The group recently revised its dividend policy to raise the range to between 70 per cent and 90 per cent of underlying net profit, from between 60 per cent and 80 per cent previously.
Maybank has maintained its “buy” recommendation and target price of S$3.10 on the counter, implying a potential upside of 31.9 per cent from Singtel’s last trading price of S$2.35 as at 4.37 pm on Friday. Shares of Singtel were up 2.1 per cent or S$0.05 at the time.
Also positive on dividends, UOB Kay Hian has raised its dividend estimates for FY2024 to S$0.12 per share from S$0.115, following Singtel’s revision of its dividend policy payout range.
The adjustment could bring dividends for FY2024 to around S$0.13 per share, which implies an annualised dividend of around 6.5 per cent, the research team said on Friday in a report.
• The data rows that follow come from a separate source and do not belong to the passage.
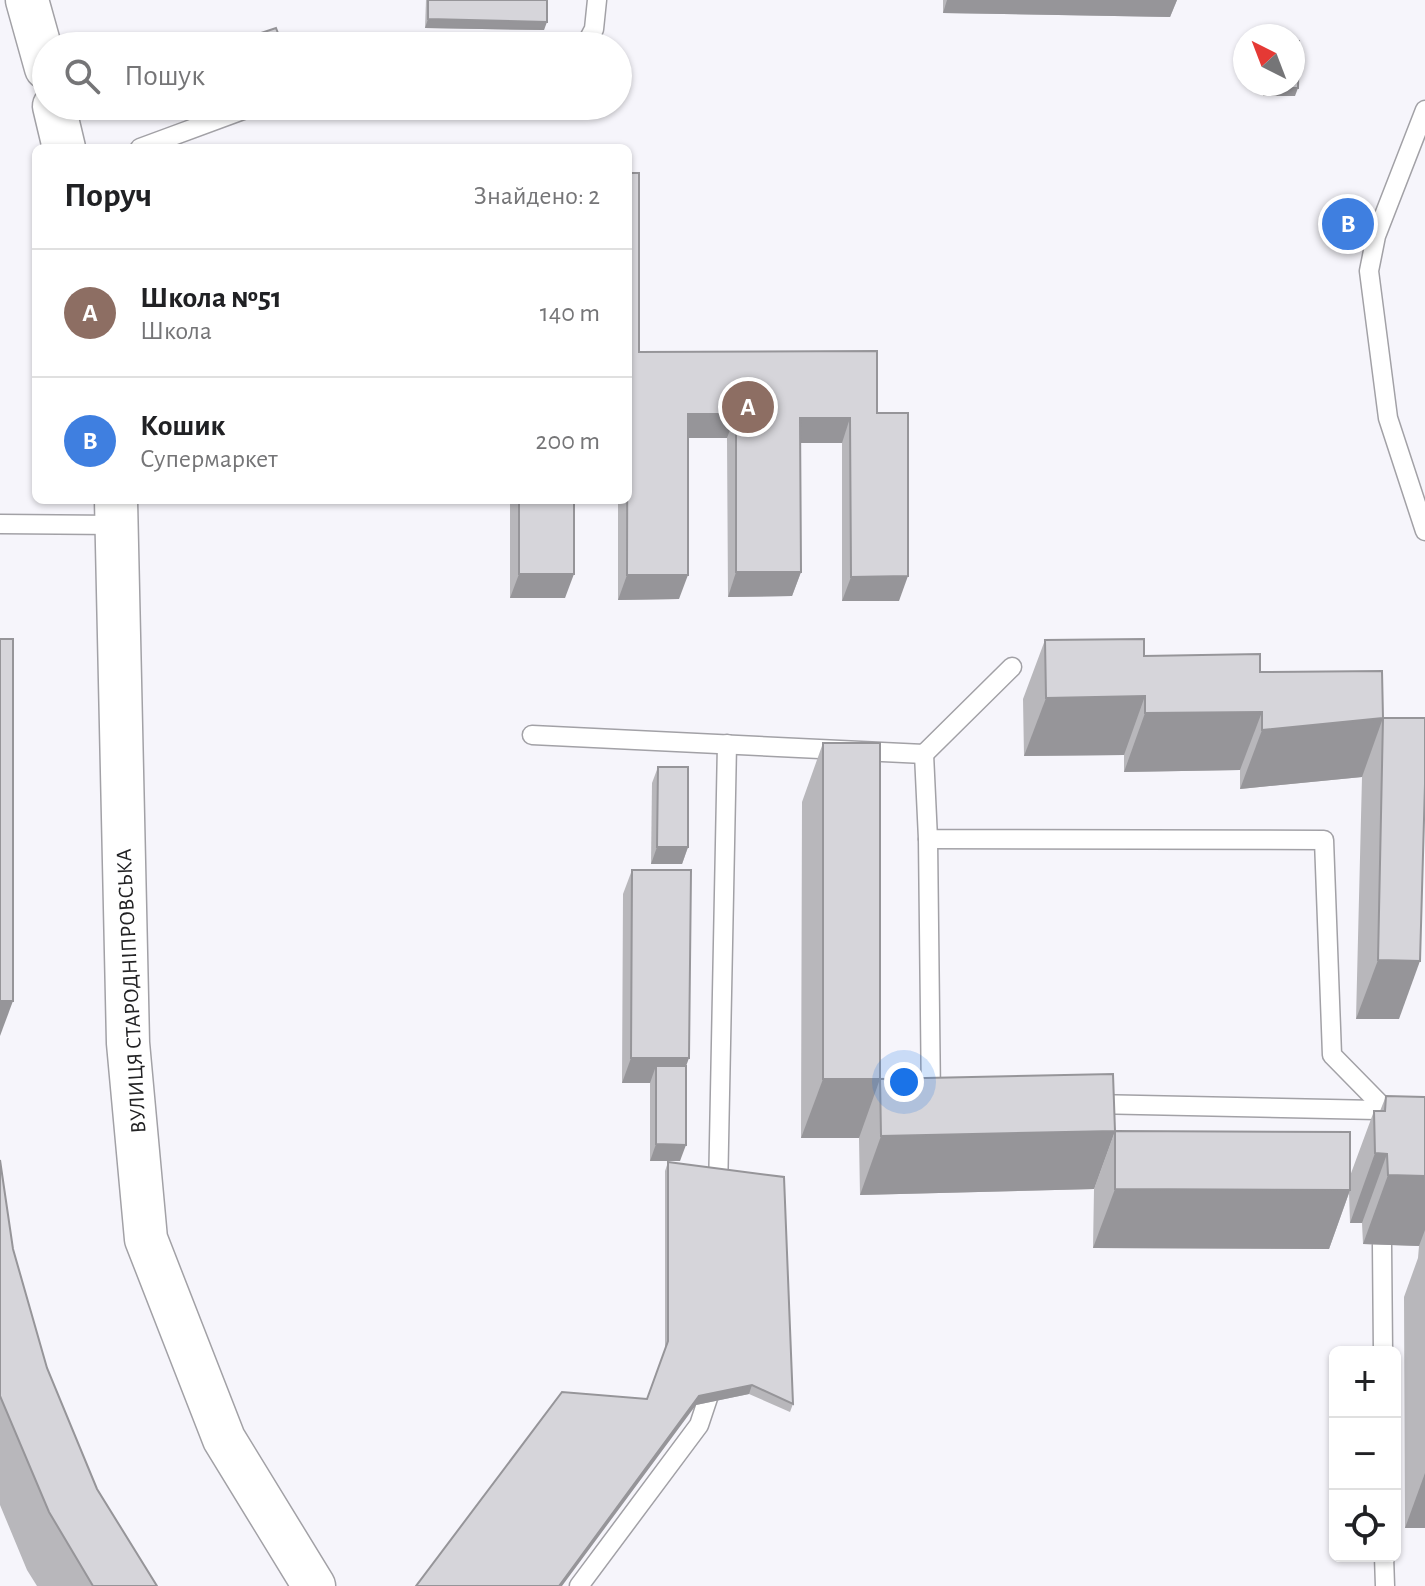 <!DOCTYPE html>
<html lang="uk">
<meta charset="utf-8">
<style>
body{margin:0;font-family:"Alegreya Sans",sans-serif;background:#f2f2f2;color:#202124}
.controls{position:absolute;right:24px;bottom:24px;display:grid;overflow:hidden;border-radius:12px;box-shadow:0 2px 6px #0004}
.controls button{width:72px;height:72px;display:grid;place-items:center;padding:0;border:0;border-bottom:2px solid #e0e0e0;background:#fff;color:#202124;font:40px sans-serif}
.compass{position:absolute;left:1233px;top:24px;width:72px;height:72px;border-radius:50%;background:#fff;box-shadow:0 2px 6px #0004;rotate:318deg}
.you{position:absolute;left:904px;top:1082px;width:28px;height:28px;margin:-20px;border:6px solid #fff;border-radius:50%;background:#1a73e8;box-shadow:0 0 0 12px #1a73e833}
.badge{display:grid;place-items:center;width:52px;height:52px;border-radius:50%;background:#1e5e74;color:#fff;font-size:26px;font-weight:700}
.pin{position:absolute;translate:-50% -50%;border:4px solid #fff;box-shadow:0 2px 8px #0006}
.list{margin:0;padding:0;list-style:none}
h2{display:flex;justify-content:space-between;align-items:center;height:104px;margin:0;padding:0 32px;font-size:34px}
h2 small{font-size:26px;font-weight:400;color:#757577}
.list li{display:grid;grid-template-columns:52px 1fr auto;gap:24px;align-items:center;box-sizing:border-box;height:128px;padding:0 32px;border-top:2px solid #e0e0e0}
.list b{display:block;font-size:30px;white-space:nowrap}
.list p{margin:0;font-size:26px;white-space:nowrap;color:#757577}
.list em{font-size:26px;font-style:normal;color:#757577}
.icon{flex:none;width:44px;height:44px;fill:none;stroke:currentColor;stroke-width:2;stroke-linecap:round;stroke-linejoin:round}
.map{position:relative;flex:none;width:1425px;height:1586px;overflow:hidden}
.search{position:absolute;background:#fff;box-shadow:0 2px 6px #0004;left:32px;top:32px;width:600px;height:88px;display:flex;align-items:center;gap:20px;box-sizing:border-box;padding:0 28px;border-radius:44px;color:#757577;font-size:30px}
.panel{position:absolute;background:#fff;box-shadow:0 2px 6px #0004;left:32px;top:144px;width:600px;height:360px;border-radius:12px}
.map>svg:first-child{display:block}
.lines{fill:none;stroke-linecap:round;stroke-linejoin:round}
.service-casing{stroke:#a2a1a6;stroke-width:21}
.tertiary-casing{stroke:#a2a1a6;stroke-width:45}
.service{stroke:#fff;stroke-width:18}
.tertiary{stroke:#fff;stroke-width:42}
.wall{fill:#b8b7bb}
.shaded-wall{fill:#969599}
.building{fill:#d6d5da;stroke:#969599;stroke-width:2}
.labels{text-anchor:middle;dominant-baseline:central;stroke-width:8;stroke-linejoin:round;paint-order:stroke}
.street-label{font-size:22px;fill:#222224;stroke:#fff}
</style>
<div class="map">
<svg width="1425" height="1586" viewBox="0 0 1425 1586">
<rect width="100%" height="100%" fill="#f6f5fb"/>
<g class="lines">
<g class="service-casing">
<g id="service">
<path d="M 585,46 L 594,29 L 597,0"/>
<path d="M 1425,110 L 1376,236 L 1369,271 L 1388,418 L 1425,531"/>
<path d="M 140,148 L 254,106"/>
<path d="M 0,524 L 116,525"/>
<path d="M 532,735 L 924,754 L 1012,667"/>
<path d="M 924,754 L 928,839 L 1324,840 L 1332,1055 L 1386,1110 L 1385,1127"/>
<path d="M 928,839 L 931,1101"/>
<path d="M 1092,1104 L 1425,1111"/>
<path d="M 718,1193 L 727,744"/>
<path d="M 1382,1245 L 1383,1352"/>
<path d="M 1384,1556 L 1385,1586"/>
<path d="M 579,1586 L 699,1425 L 709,1395 L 711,1378"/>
</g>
</g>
<g class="tertiary-casing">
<g id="tertiary">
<path d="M 27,0 L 46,68"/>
<path d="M 54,106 L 64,148"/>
<path d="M 116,500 L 128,1043 L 146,1239 L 224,1439 L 314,1586"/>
</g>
</g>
<use href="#service" class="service"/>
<use href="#tertiary" class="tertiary"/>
</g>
<g class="wall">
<path d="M 426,0 L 547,0 L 544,30 L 425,28 Z"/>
<path d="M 943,0 L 1177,0 L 1170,17 L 943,13 Z"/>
<path d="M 1263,84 L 1293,84 L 1295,96 L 1263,96 Z"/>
<path d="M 639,352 L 877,413 L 899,601 L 842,601 L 842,443 L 800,443 L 801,572 L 792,596 L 728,597 L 727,438 L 688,438 L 679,599 L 618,600 L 618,500 L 628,500 Z"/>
<path d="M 510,500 L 574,500 L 565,598 L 510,598 Z"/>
<path d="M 1045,640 L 1144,656 L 1260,672 L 1383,718 L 1399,1019 L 1356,1019 L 1362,777 L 1240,789 L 1240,770 L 1124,772 L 1124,755 L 1024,756 L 1023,699 Z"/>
<path d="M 823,743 L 880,1079 L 1115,1131 L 1094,1189 L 860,1195 L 859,1138 L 801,1138 L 802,802 Z"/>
<path d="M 658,767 L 688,847 L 682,864 L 651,864 L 652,783 Z"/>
<path d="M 632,870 L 686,1066 L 680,1161 L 650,1161 L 650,1083 L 622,1083 L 623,894 Z"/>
<path d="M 1386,1096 L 1425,1097 L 1425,1528 L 1405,1528 L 1404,1297 L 1418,1258 L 1419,1246 L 1363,1244 L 1362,1223 L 1350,1223 L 1349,1193 L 1329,1249 L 1093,1248 L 1094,1189 L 1115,1131 L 1350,1176 L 1374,1111 L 1380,1111 Z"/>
<path d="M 0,1160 L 13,1249 L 47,1368 L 97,1489 L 157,1586 L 37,1586 L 27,1570 L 0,1505 Z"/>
<path d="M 668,1162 L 793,1404 L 790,1412 L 749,1394 L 696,1405 L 647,1399 L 665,1350 L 665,1171 Z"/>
</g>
<g class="shaded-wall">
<path d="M 947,0 L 1177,0 L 1170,17 L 943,13 Z"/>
<path d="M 428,19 L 547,22 L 544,30 L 425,28 Z"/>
<path d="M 1266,88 L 1298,88 L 1295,96 L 1263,96 Z"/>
<path d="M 688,414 L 736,414 L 727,438 L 679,438 Z"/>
<path d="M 800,418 L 850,418 L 842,443 L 791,443 Z"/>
<path d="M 736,572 L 801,572 L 792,596 L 728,597 Z"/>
<path d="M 519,574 L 574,574 L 565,598 L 510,598 Z"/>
<path d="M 627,575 L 688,575 L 679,599 L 618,600 Z"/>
<path d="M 908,576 L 899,601 L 842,601 L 851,577 Z"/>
<path d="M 1145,696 L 1124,755 L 1024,756 L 1046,698 Z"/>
<path d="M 1262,712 L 1240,770 L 1124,772 L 1145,713 Z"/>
<path d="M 1383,718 L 1362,777 L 1240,789 L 1262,730 Z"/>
<path d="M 657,847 L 688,847 L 682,864 L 651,864 Z"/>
<path d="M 1378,960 L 1420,961 L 1399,1019 L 1356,1019 Z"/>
<path d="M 0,1001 L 13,1001 L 0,1036 Z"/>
<path d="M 631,1058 L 689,1058 L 680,1083 L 656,1066 L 650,1083 L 622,1083 Z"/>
<path d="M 823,1079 L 880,1079 L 859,1138 L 801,1138 Z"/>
<path d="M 1115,1131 L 1094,1189 L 860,1195 L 881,1136 Z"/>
<path d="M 656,1144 L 686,1145 L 680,1161 L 650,1161 Z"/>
<path d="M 1375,1153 L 1387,1154 L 1362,1223 L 1350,1223 Z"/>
<path d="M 1388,1175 L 1425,1176 L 1425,1230 L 1419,1246 L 1363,1244 Z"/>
<path d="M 1115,1189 L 1350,1190 L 1329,1249 L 1093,1248 Z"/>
<path d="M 752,1385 L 749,1394 L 696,1405 L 562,1586 L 559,1586 L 699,1396 Z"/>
<path d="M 1425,1473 L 1425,1528 L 1405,1528 Z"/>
</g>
<g class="building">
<path d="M 428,0 L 547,0 L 547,22 L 428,19 Z"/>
<path d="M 276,28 L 283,46 L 222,46 Z"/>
<path d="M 1293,41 L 1299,41 L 1298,88 L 1266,88 L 1266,84 L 1293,84 Z"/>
<path d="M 628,173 L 639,173 L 639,352 L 877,351 L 877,413 L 908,413 L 908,576 L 851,577 L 850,418 L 800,418 L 801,572 L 736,572 L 736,414 L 688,414 L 688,575 L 627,575 Z"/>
<rect x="519" y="500" width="55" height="74"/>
<rect x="0" y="639" width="13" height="362"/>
<path d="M 1144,639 L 1144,656 L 1260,654 L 1260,672 L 1382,671 L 1383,718 L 1262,730 L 1262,712 L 1145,713 L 1145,696 L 1046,698 L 1045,640 Z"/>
<path d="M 1383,718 L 1425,718 L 1425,784 L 1420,961 L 1378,960 Z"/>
<rect x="823" y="743" width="57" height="336"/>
<path d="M 658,767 L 688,767 L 688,847 L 657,847 Z"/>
<path d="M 632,870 L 691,870 L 689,1058 L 631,1058 Z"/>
<path d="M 656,1066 L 686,1066 L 686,1145 L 656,1144 Z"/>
<path d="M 1113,1074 L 1115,1131 L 881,1136 L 880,1079 Z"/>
<path d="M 1386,1096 L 1425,1097 L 1425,1176 L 1388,1175 L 1387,1154 L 1375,1153 L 1374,1111 L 1385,1111 Z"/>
<path d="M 1115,1131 L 1350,1132 L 1350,1190 L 1115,1189 Z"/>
<path d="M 0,1160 L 13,1249 L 47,1368 L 97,1489 L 157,1586 L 93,1586 L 49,1512 L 0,1396 Z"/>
<path d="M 668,1162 L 784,1177 L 793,1404 L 752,1385 L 699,1396 L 559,1586 L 416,1586 L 562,1392 L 647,1399 L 668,1341 Z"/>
</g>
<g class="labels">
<g class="street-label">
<text transform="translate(131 991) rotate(-93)">ВУЛИЦЯ СТАРОДНІПРОВСЬКА</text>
</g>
</g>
</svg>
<div class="controls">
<button>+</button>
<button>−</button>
<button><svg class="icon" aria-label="locate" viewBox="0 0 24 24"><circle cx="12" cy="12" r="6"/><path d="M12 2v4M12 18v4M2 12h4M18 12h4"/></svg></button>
</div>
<svg class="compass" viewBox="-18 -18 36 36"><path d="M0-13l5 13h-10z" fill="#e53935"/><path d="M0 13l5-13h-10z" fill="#757577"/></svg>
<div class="you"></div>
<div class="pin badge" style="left:748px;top:407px;background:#8d6e63">A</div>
<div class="pin badge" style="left:1348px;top:224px;background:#3f7fe0">B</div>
<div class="search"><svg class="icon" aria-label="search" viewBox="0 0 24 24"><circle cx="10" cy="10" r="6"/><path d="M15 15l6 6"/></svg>Пошук</div>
<section class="panel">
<h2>Поруч<small>Знайдено: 2</small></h2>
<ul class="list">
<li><span class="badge" style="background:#8d6e63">A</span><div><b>Школа №51</b><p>Школа</p></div><em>140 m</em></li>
<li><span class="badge" style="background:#3f7fe0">B</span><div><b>Кошик</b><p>Супермаркет</p></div><em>200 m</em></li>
</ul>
</section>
</div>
It continues to maintain “buy” on the counter, with an unchanged target price of S$3.15, which implies an FY2024 enterprise value-to-earnings before interest, taxes, depreciation and amortisation ratio of 15 times.
“In our view, Singtel remains an attractive play against elevated market volatility, underpinned by improving business fundamentals,” said UOBKH analysts Chong Lee Len and Llelleythan Tan.
In a separate report, RHB trimmed its target price on Singtel to S$3.20 from S$3.40 after reducing its estimates for FY2024-26 core earnings by between 5 per cent and 10 per cent. This is to factor in the weaker enterprise performance and foreign exchange adjustments.
The research team kept its “buy” call on the counter, noting that Singtel remains its preferred pick for exposure to Singapore telcos. It views the revised dividend payout range to be in line with the group’s strong capital management narrative.